Gordon Brown And Jacqui Smith Are Liars

Wednesday, September 3rd, 2008

British Prime Minister Gordon Brown and Home Secretary Jacqui Smith are big fat liars.

In the months prior to the duo’s decision to call for the reclassification of cannabis — a move that increases the penalties for minor pot possession from a verbal warning to up to five years in jail — both politicians claimed that the potency of so-called British ’skunk’ was skyrocketing out of control. Smith told the Commons that the strength of pot had increased “threefold” in recent years, while PM Brown told Reuters news wire, “[T]he cannabis on the streets is now of a lethal quality.”

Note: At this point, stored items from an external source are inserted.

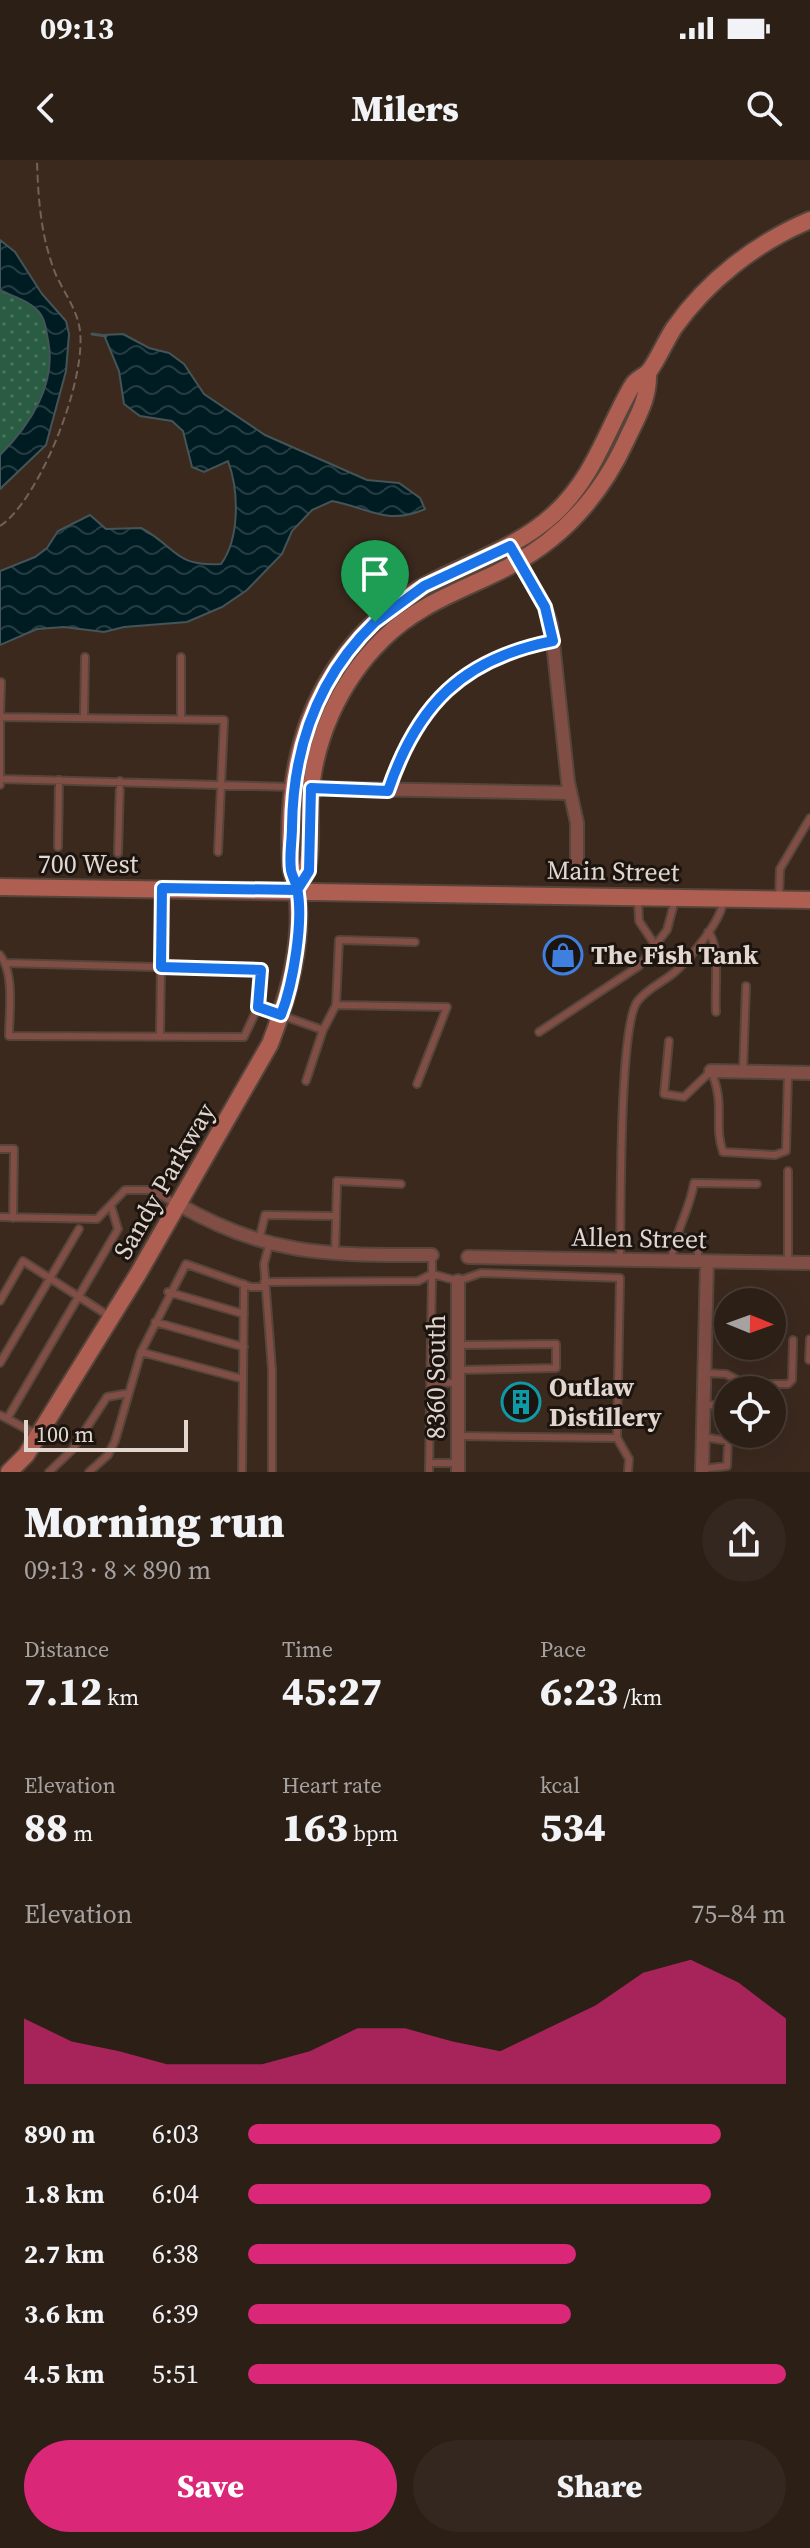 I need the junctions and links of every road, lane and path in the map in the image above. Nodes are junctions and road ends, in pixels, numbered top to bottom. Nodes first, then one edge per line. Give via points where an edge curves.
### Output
1 (37, 160) edge
2 (810, 220) edge
3 (0, 526) edge
4 (515, 553) junction
5 (553, 641) junction
6 (85, 657) dead end
7 (181, 657) dead end
8 (1, 682) edge
9 (0, 717) edge
10 (84, 717) junction
11 (181, 719) junction
12 (59, 780) junction
13 (120, 781) junction
14 (0, 782) edge
15 (223, 783) junction
16 (293, 787) junction
17 (311, 788) junction
18 (388, 791) junction
19 (570, 793) junction
20 (810, 818) edge
21 (58, 847) dead end
22 (218, 852) dead end
23 (118, 853) dead end
24 (577, 864) dead end
25 (0, 887) edge
26 (162, 888) junction
27 (297, 890) junction
28 (415, 891) joint
29 (638, 896) junction
30 (676, 897) junction
31 (723, 898) junction
32 (779, 899) junction
33 (810, 900) edge
34 (708, 932) junction
35 (415, 942) dead end
36 (655, 945) junction
37 (0, 955) edge
38 (6, 963) junction
39 (161, 967) junction
40 (746, 986) dead end
41 (336, 1005) junction
42 (258, 1007) junction
43 (716, 1012) dead end
44 (281, 1015) junction
45 (323, 1030) junction
46 (539, 1032) dead end
47 (160, 1037) junction
48 (669, 1041) dead end
49 (711, 1071) junction
50 (743, 1072) junction
51 (788, 1073) junction
52 (810, 1073) edge
53 (306, 1081) dead end
54 (417, 1084) dead end
55 (0, 1149) edge
56 (788, 1171) dead end
57 (401, 1184) dead end
58 (757, 1184) dead end
59 (178, 1204) junction
60 (111, 1206) junction
61 (335, 1216) junction
62 (0, 1217) edge
63 (13, 1218) junction
64 (79, 1229) dead end
65 (675, 1237) junction
66 (264, 1244) junction
67 (335, 1255) junction
68 (432, 1255) joint
69 (468, 1257) dead end
70 (620, 1260) junction
71 (671, 1262) junction
72 (703, 1262) junction
73 (788, 1263) junction
74 (810, 1263) edge
75 (432, 1274) junction
76 (50, 1278) junction
77 (458, 1281) junction
78 (244, 1284) junction
79 (264, 1284) junction
80 (168, 1292) junction
81 (76, 1296) junction
82 (0, 1301) edge
83 (244, 1314) junction
84 (111, 1317) junction
85 (155, 1322) junction
86 (810, 1339) edge
87 (793, 1340) dead end
88 (458, 1345) junction
89 (244, 1347) junction
90 (141, 1352) junction
91 (809, 1360) edge
92 (0, 1363) edge
93 (705, 1373) junction
94 (458, 1376) junction
95 (243, 1379) junction
96 (430, 1382) junction
97 (129, 1393) junction
98 (704, 1405) junction
99 (714, 1405) edge
100 (3, 1417) edge
101 (38, 1435) junction
102 (458, 1436) junction
103 (703, 1437) junction
104 (617, 1438) junction
105 (429, 1463) junction
106 (458, 1468) edge
107 (702, 1470) edge
108 (9, 1472) edge
109 (49, 1472) edge
110 (89, 1472) edge
111 (242, 1472) edge
112 (272, 1472) edge
113 (429, 1472) edge
114 (628, 1472) edge

1 - 3 path via 42,230 80,328 79,366 68,412 35,483
2 - 4 main road via 758,247 722,275 676,326 648,373 634,382 602,451 575,491
4 - 5 street via 545,607
4 - 16 main road via 412,593 357,640 331,674 310,717
4 - 17 main road via 426,605 371,650 331,712
5 - 18 street via 472,670 446,689 413,729
5 - 19 street
6 - 10 lane
7 - 11 lane
8 - 9 lane
9 - 10 lane
9 - 14 lane
10 - 11 lane
11 - 15 lane via 224,720
12 - 13 lane
12 - 14 lane
12 - 21 lane
13 - 15 lane
13 - 23 lane
15 - 16 lane
15 - 22 lane
16 - 27 main road via 291,871
17 - 18 street
17 - 27 main road via 309,871
18 - 19 street
19 - 24 street via 577,823
20 - 32 lane via 780,869
25 - 26 main road, 700 West
26 - 27 main road, 700 West
26 - 39 lane
27 - 28 main road, 700 West
27 - 44 main road, Sandy Parkway via 295,955
28 - 29 main road, Main Street
29 - 30 main road, Main Street
29 - 36 lane via 639,921
30 - 31 main road, Main Street
30 - 36 lane via 667,930
31 - 32 main road, Main Street
31 - 34 lane via 722,915
32 - 33 main road, Main Street
34 - 43 lane via 717,946
34 - 70 lane via 633,1012
35 - 41 lane via 339,940
36 - 46 lane via 639,966
37 - 38 lane
38 - 39 lane
38 - 47 lane via 9,1036
39 - 42 lane via 261,970
39 - 47 lane
40 - 50 lane
41 - 45 lane
41 - 54 lane via 447,1007
42 - 44 lane
42 - 47 lane via 244,1037
44 - 45 lane
44 - 59 main road, Sandy Parkway via 270,1044
45 - 53 lane
48 - 49 lane via 664,1094 684,1097
49 - 50 street
49 - 51 lane via 721,1093 723,1152 775,1155 786,1151
50 - 51 street
51 - 52 street
55 - 63 lane via 14,1149
56 - 73 lane
57 - 61 lane via 337,1181
58 - 65 lane via 694,1183
59 - 60 lane via 150,1190 125,1190
59 - 66 street
59 - 84 main road, Sandy Parkway
60 - 63 lane via 97,1219
60 - 81 lane via 118,1229
61 - 66 lane via 265,1215
61 - 67 lane
62 - 63 lane
64 - 76 lane
65 - 71 lane
65 - 72 lane via 692,1239
66 - 67 street
66 - 79 lane
67 - 68 street
68 - 75 lane
69 - 70 street, Allen Street
70 - 71 street, Allen Street
71 - 72 street, Allen Street
72 - 73 street, Allen Street
72 - 93 street
73 - 74 street, Allen Street
75 - 77 lane
75 - 79 lane via 418,1281
75 - 96 lane
76 - 81 lane
76 - 82 lane via 23,1261
76 - 92 lane
77 - 88 street, 8360 South
77 - 104 lane via 481,1273 620,1278
78 - 79 lane
78 - 80 lane via 186,1264
78 - 83 lane
79 - 112 lane via 272,1370
80 - 83 lane
80 - 85 lane
81 - 84 lane
81 - 100 lane
83 - 89 lane
84 - 101 main road, Sandy Parkway
85 - 89 lane
85 - 90 lane
86 - 91 lane
87 - 93 lane via 788,1384 745,1384 726,1374
88 - 94 street, 8360 South
88 - 94 lane via 556,1344 556,1368
89 - 95 lane
90 - 95 lane
90 - 97 lane
93 - 98 street
94 - 96 lane
94 - 102 street, 8360 South
95 - 111 lane
96 - 105 lane
97 - 109 lane via 107,1397 72,1450
97 - 110 lane via 108,1455
98 - 99 lane
98 - 103 street
100 - 101 lane
101 - 108 main road, Sandy Parkway
102 - 104 lane
102 - 106 street, 8360 South
103 - 107 street
103 - 107 lane via 728,1441 727,1466
104 - 114 lane via 629,1459
105 - 106 lane
105 - 113 lane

Both implied that Parliament’s 2004 decision to downgrade pot possession to a verbal warning was responsible for the influx of supposed ‘triple-strength killer weed.’

Turns out Smith and Brown were full of it.

According to pot potency data collected by the UK’s Forensic Science Services and published by The Guardian newspaper, the average potency of THC in seized samples of British cannabis fell approximately 25 percent between 2004 and 2007.

Predictably, neither Smith nor Brown have issued any sort of public correction for their politically expedient, though thoroughly dishonest, remarks. Nor would one expect them to.

After all, for politicians, cops, and bureaucrats, lying about cannabis isn’t even considered lying — it’s simply viewed as part of the job. In fact, for the US Drug Czar, lying is actually mandated by law.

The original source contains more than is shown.